(Dataset entries)
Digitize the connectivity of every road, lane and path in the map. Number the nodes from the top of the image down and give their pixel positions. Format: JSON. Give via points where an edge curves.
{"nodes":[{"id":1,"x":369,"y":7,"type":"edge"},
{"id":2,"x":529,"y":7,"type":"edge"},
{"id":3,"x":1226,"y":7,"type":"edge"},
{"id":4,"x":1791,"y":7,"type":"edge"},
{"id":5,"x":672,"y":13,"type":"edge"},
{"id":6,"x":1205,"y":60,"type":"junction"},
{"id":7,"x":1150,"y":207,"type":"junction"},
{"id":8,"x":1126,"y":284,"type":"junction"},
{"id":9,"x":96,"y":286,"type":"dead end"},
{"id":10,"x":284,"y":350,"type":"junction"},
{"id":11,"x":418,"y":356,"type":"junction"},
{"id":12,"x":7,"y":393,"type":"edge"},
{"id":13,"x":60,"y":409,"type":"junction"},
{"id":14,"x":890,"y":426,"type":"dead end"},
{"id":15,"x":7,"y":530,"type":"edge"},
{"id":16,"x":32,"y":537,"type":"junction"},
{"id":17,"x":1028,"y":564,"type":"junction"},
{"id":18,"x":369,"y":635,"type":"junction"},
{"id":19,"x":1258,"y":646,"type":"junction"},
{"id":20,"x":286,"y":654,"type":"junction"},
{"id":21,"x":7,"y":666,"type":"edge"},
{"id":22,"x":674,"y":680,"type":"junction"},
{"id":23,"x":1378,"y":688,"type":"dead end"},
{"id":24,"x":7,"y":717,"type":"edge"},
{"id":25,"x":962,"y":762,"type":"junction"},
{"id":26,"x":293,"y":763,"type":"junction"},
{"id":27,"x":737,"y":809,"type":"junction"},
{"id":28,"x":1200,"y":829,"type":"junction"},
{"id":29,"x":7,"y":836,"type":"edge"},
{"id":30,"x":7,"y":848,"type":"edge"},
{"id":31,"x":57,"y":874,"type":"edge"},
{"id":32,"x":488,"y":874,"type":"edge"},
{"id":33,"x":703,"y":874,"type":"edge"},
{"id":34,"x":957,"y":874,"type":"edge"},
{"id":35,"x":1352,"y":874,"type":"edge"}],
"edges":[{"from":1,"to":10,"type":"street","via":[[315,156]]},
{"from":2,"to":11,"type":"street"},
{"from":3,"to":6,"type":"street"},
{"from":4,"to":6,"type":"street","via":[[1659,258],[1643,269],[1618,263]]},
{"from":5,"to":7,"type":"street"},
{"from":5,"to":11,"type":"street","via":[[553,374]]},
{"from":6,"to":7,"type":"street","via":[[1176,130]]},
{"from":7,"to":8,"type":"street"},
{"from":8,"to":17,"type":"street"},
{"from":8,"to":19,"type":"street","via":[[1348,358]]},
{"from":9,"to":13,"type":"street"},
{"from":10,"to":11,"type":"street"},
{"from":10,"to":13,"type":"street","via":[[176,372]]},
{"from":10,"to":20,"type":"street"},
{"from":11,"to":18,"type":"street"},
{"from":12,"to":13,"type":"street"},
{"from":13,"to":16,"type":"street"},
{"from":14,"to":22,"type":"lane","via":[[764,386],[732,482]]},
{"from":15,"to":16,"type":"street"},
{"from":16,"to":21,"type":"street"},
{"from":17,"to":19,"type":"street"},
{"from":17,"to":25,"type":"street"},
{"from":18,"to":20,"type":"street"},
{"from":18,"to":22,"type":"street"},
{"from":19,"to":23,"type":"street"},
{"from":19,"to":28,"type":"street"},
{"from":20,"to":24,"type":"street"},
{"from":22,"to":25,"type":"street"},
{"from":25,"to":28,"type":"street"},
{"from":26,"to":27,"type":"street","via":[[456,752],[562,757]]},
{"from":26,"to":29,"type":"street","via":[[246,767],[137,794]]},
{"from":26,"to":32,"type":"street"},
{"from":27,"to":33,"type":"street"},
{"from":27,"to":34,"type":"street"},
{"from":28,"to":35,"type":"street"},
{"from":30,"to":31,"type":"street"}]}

EXERCISE PROMPT » Copy out the lines of the data where the string "dead" occurs.

EXERCISE RESPONSE »
{"id":9,"x":96,"y":286,"type":"dead end"},
{"id":14,"x":890,"y":426,"type":"dead end"},
{"id":23,"x":1378,"y":688,"type":"dead end"},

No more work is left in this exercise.